After the prisoner swap securing Bergdahl's release, Kirk says terror suspects should never be allowed to leave the prison in Guantánamo Bay, Cuba. (Tom Williams/CQ Roll Call File Photo)
After the prisoner swap securing Bergdahl's release, Kirk says terror suspects should never be allowed to leave the prison in Guantánamo Bay, Cuba. (Tom Williams/CQ Roll Call File Photo)

As evening approached in the Senate’s budget vote-a-rama, lawmakers found some common ground on Iran. A 100-0 vote followed.  

Sen. Mark S. Kirk, R-Ill., and Banking Committee ranking Democrat Sherrod Brown of Ohio ultimately teamed up on an amendment designed to make it easier to punish the Iranian regime with revived and new sanctions in the event the president can’t certify Iran is complying with any agreement.  

Kirk called the amendment “the key Iran vote of this session of Congress.”  

The Senate Foreign Relations Committee is scheduled to take up legislation just after the April recess spearheaded by Foreign Relations Chairman Bob Corker, R-Tenn., and ranking member Robert Menendez, D-N.J., that’s designed to give Congress a role in approving whatever agreement may be announced between the United States, Iran and the other negotiating partners.  

Sen.
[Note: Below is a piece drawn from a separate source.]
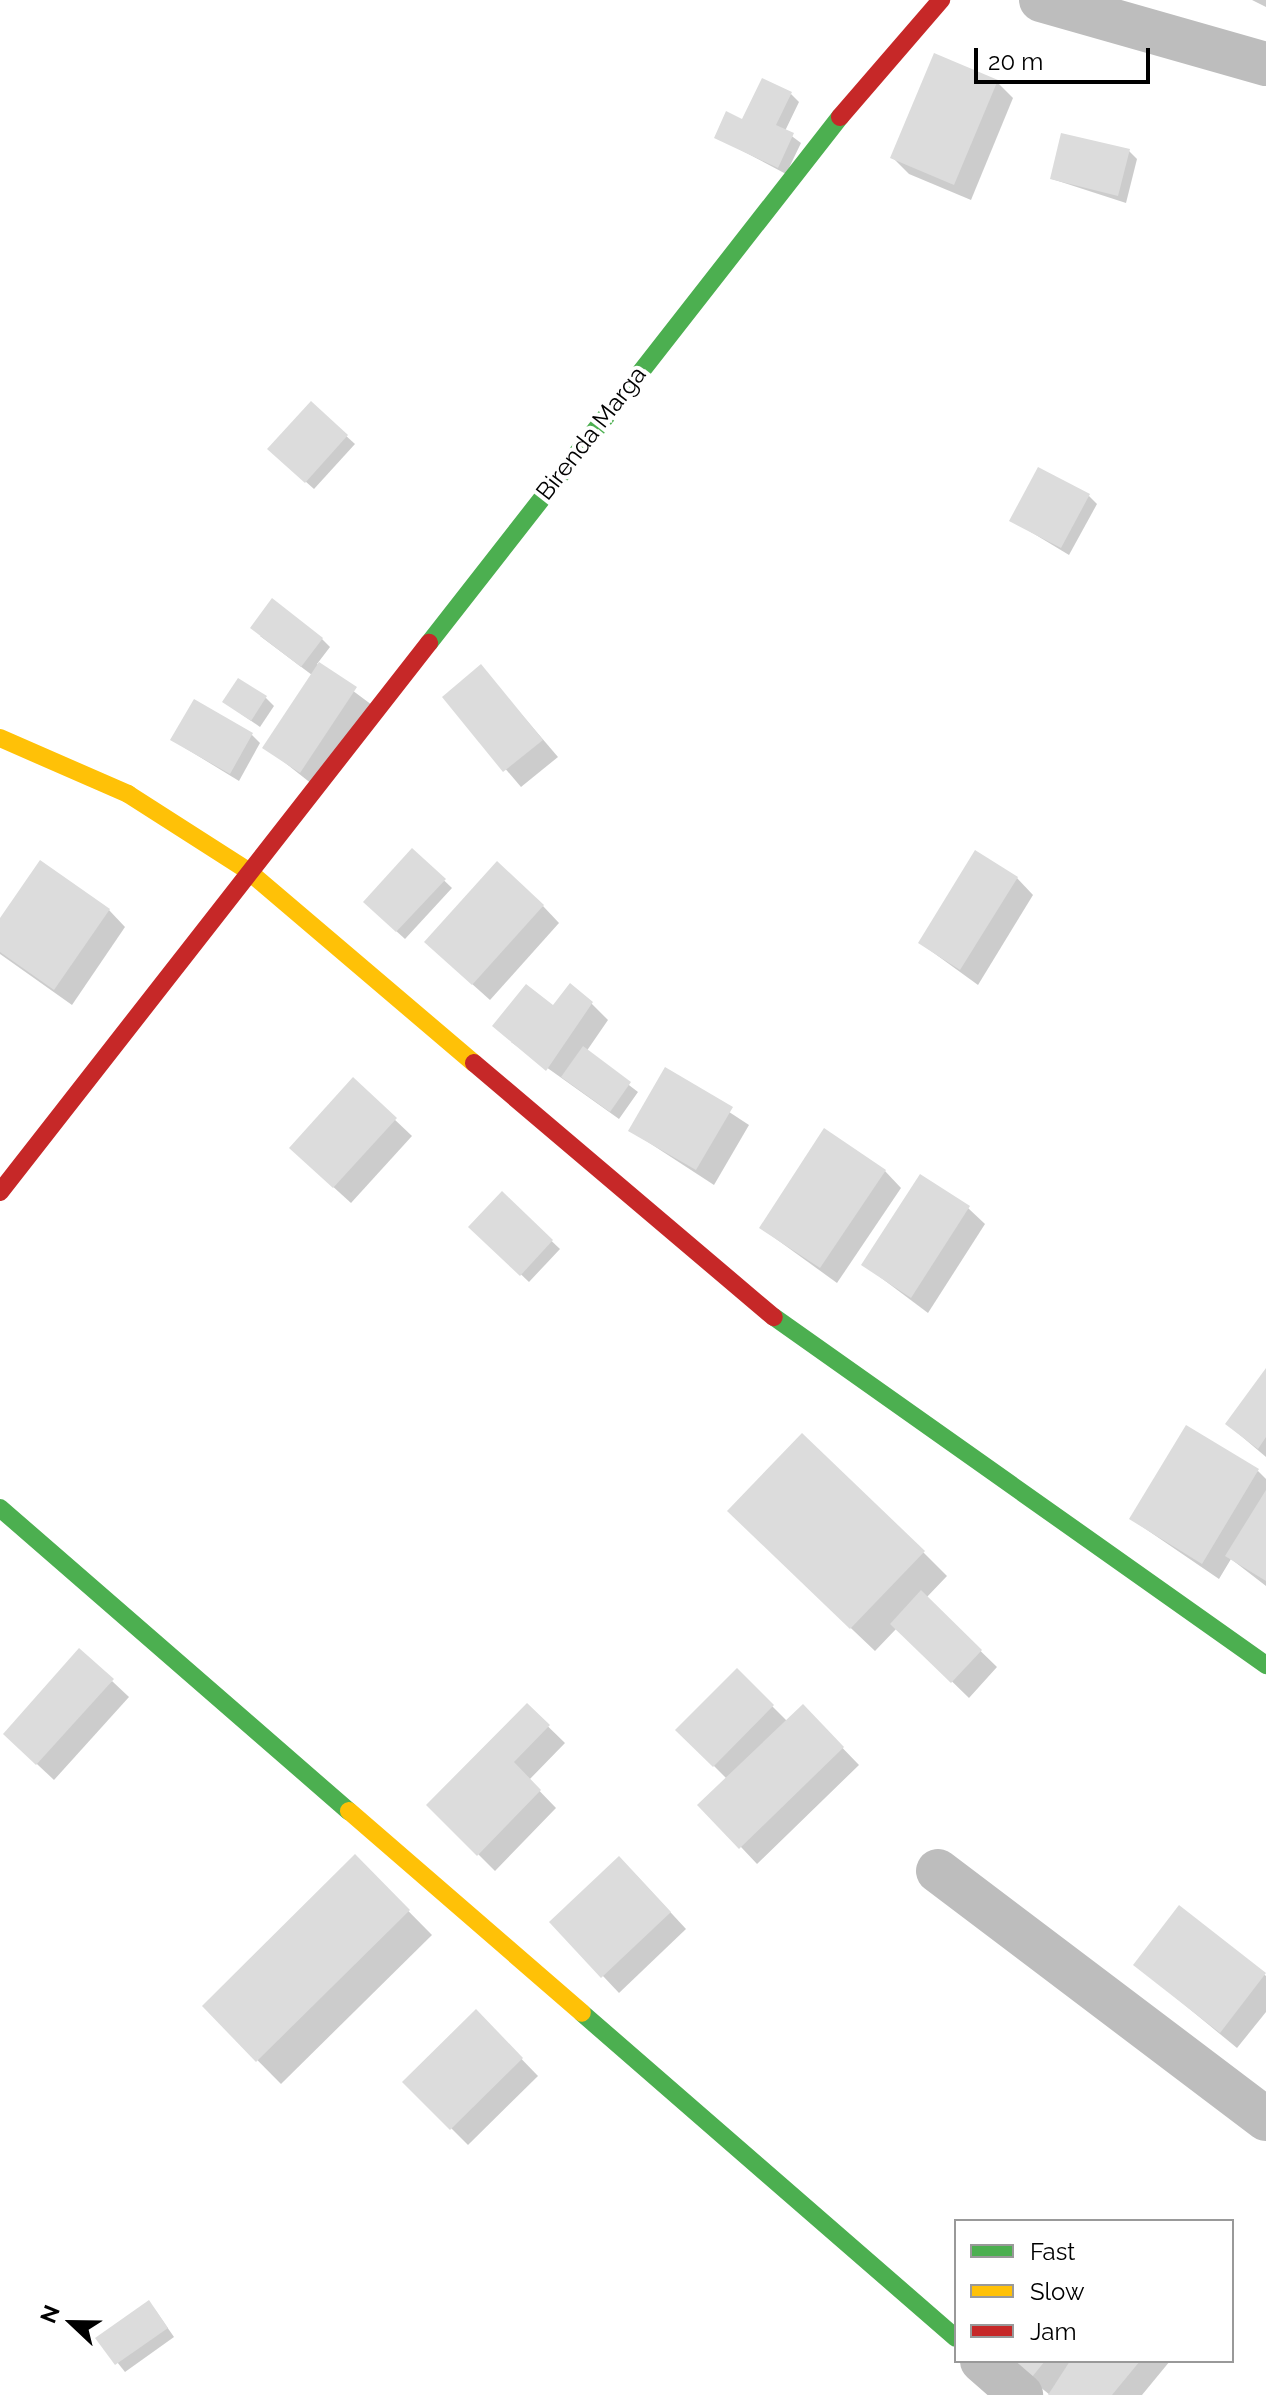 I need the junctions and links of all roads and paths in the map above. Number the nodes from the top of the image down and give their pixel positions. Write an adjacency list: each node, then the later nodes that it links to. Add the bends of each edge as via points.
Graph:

Barbara Boxer, a senior member of the Foreign Relations panel, was also involved in the Kirk-Brown amendment.  

“I hope we can all vote for this because it doesn’t do anything to cause disarray in the negotiations. What it says is if there is a deal and there’s a break-out by Iran, we’d have a very quick way to restore sanctions,” the California Democrat said on the floor just before the vote.  

The amendment could have gone through by voice vote, but Kirk appeared to insist on a roll call vote, and it was unanimous.